> **Data for processing**
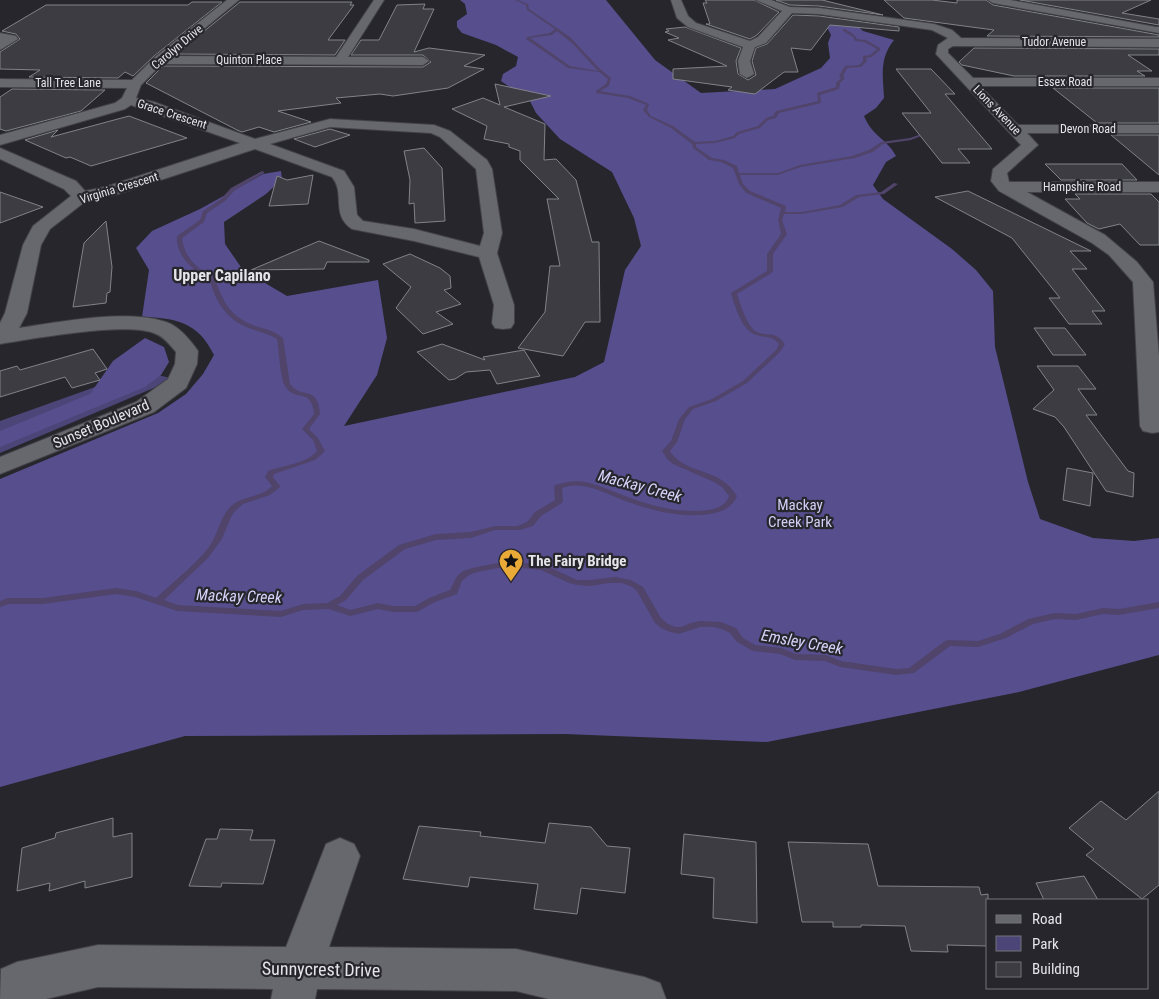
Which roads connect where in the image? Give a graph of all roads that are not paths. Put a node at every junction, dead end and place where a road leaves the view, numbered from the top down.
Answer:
1 (234, 0) edge
2 (676, 0) edge
3 (761, 0) edge
4 (993, 0) edge
5 (377, 3) edge
6 (789, 10) junction
7 (1159, 30) edge
8 (0, 37) edge
9 (950, 42) junction
10 (1159, 43) edge
11 (750, 45) junction
12 (0, 46) edge
13 (159, 60) junction
14 (340, 60) junction
15 (423, 61) dead end
16 (747, 74) dead end
17 (970, 82) junction
18 (1159, 82) edge
19 (0, 83) edge
20 (136, 84) junction
21 (128, 100) junction
22 (1159, 128) edge
23 (1017, 129) junction
24 (0, 140) edge
25 (258, 144) junction
26 (0, 153) edge
27 (1005, 187) junction
28 (1159, 187) edge
29 (80, 198) junction
30 (487, 253) junction
31 (503, 323) dead end
32 (0, 336) edge
33 (1152, 426) dead end
34 (0, 466) edge
35 (340, 856) dead end
36 (296, 984) edge
37 (0, 996) edge
38 (644, 999) edge

1 - 13 street, Carolyn Drive
2 - 11 street
3 - 6 street
4 - 7 street
5 - 14 street
6 - 9 street
6 - 11 street
8 - 12 street
9 - 10 street, Tudor Avenue
9 - 17 street, Lions Avenue
11 - 16 street
13 - 14 street, Quinton Place
13 - 20 street, Carolyn Drive
14 - 15 street, Quinton Place
17 - 18 street, Essex Road
17 - 23 street, Lions Avenue
19 - 20 street, Tall Tree Lane
20 - 21 street, Carolyn Drive
21 - 24 street, Grace Crescent
21 - 25 street, Grace Crescent
22 - 23 street, Devon Road
23 - 27 street, Lions Avenue
25 - 29 street, Virginia Crescent
25 - 30 street
25 - 30 street, Virginia Crescent
26 - 29 street
27 - 28 street, Hampshire Road
27 - 33 street
29 - 32 street, Virginia Crescent
30 - 31 street
32 - 34 street, Sunset Boulevard
35 - 36 street
36 - 37 street, Sunnycrest Drive
36 - 38 street, Sunnycrest Drive

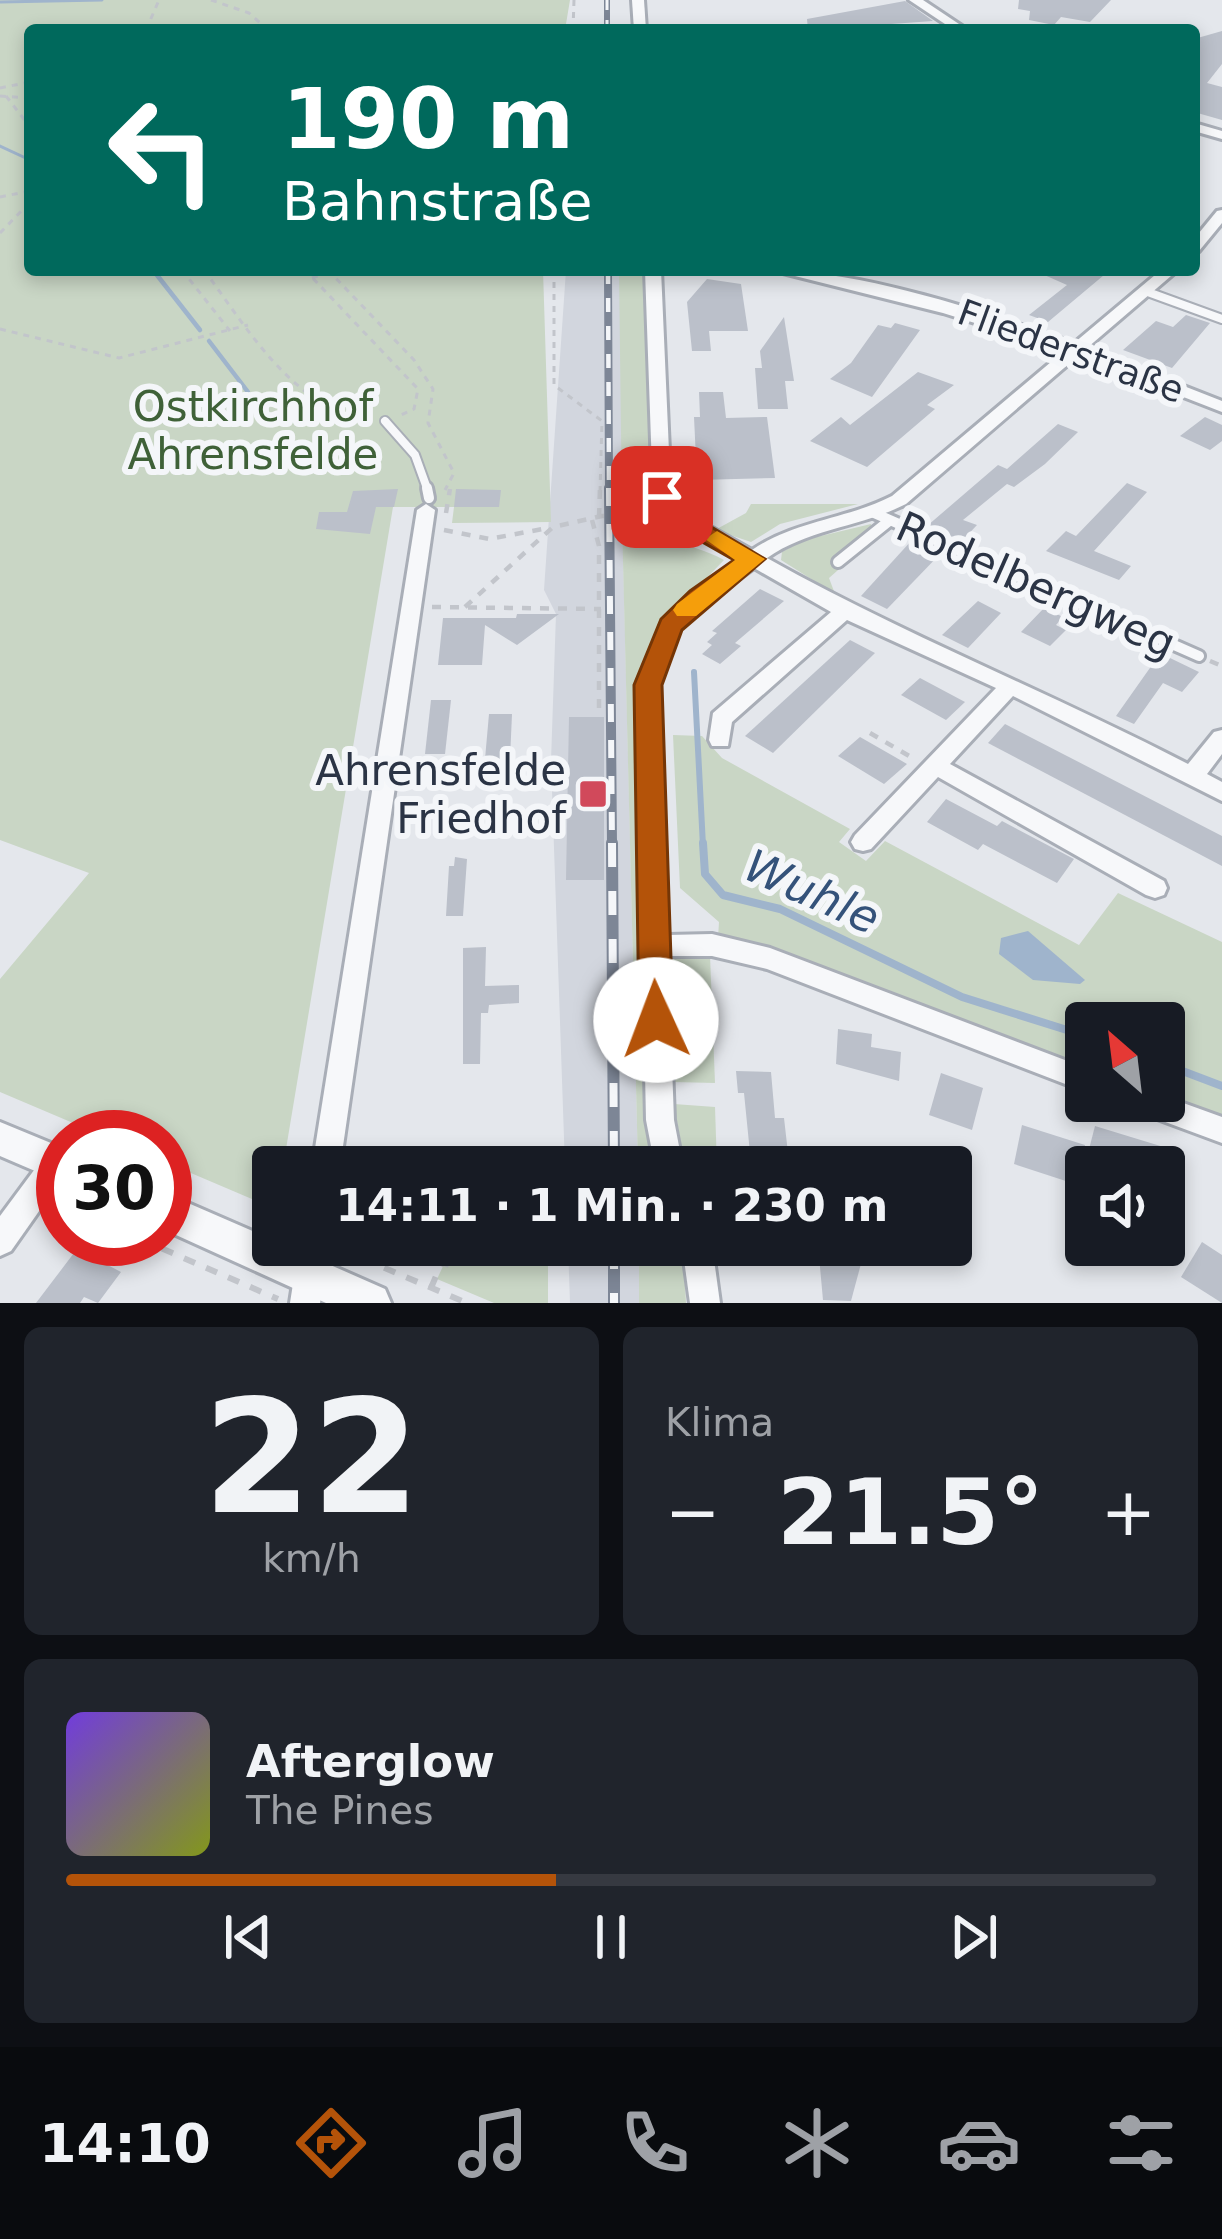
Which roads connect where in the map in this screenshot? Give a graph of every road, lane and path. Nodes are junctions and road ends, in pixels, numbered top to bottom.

> **Goal of the exercise**
Please leave the images out and retype the rest of the material exactly.

> **Expected answer**
Which roads connect where in the image? Give a graph of all roads that are not paths. Put a node at every junction, dead end and place where a road leaves the view, numbered from the top down.
Answer:
1 (234, 0) edge
2 (676, 0) edge
3 (761, 0) edge
4 (993, 0) edge
5 (377, 3) edge
6 (789, 10) junction
7 (1159, 30) edge
8 (0, 37) edge
9 (950, 42) junction
10 (1159, 43) edge
11 (750, 45) junction
12 (0, 46) edge
13 (159, 60) junction
14 (340, 60) junction
15 (423, 61) dead end
16 (747, 74) dead end
17 (970, 82) junction
18 (1159, 82) edge
19 (0, 83) edge
20 (136, 84) junction
21 (128, 100) junction
22 (1159, 128) edge
23 (1017, 129) junction
24 (0, 140) edge
25 (258, 144) junction
26 (0, 153) edge
27 (1005, 187) junction
28 (1159, 187) edge
29 (80, 198) junction
30 (487, 253) junction
31 (503, 323) dead end
32 (0, 336) edge
33 (1152, 426) dead end
34 (0, 466) edge
35 (340, 856) dead end
36 (296, 984) edge
37 (0, 996) edge
38 (644, 999) edge

1 - 13 street, Carolyn Drive
2 - 11 street
3 - 6 street
4 - 7 street
5 - 14 street
6 - 9 street
6 - 11 street
8 - 12 street
9 - 10 street, Tudor Avenue
9 - 17 street, Lions Avenue
11 - 16 street
13 - 14 street, Quinton Place
13 - 20 street, Carolyn Drive
14 - 15 street, Quinton Place
17 - 18 street, Essex Road
17 - 23 street, Lions Avenue
19 - 20 street, Tall Tree Lane
20 - 21 street, Carolyn Drive
21 - 24 street, Grace Crescent
21 - 25 street, Grace Crescent
22 - 23 street, Devon Road
23 - 27 street, Lions Avenue
25 - 29 street, Virginia Crescent
25 - 30 street
25 - 30 street, Virginia Crescent
26 - 29 street
27 - 28 street, Hampshire Road
27 - 33 street
29 - 32 street, Virginia Crescent
30 - 31 street
32 - 34 street, Sunset Boulevard
35 - 36 street
36 - 37 street, Sunnycrest Drive
36 - 38 street, Sunnycrest Drive

Which roads connect where in the map in this screenshot? Give a graph of every road, lane and path. Nodes are junctions and road ends, in pixels, numbered top to bottom.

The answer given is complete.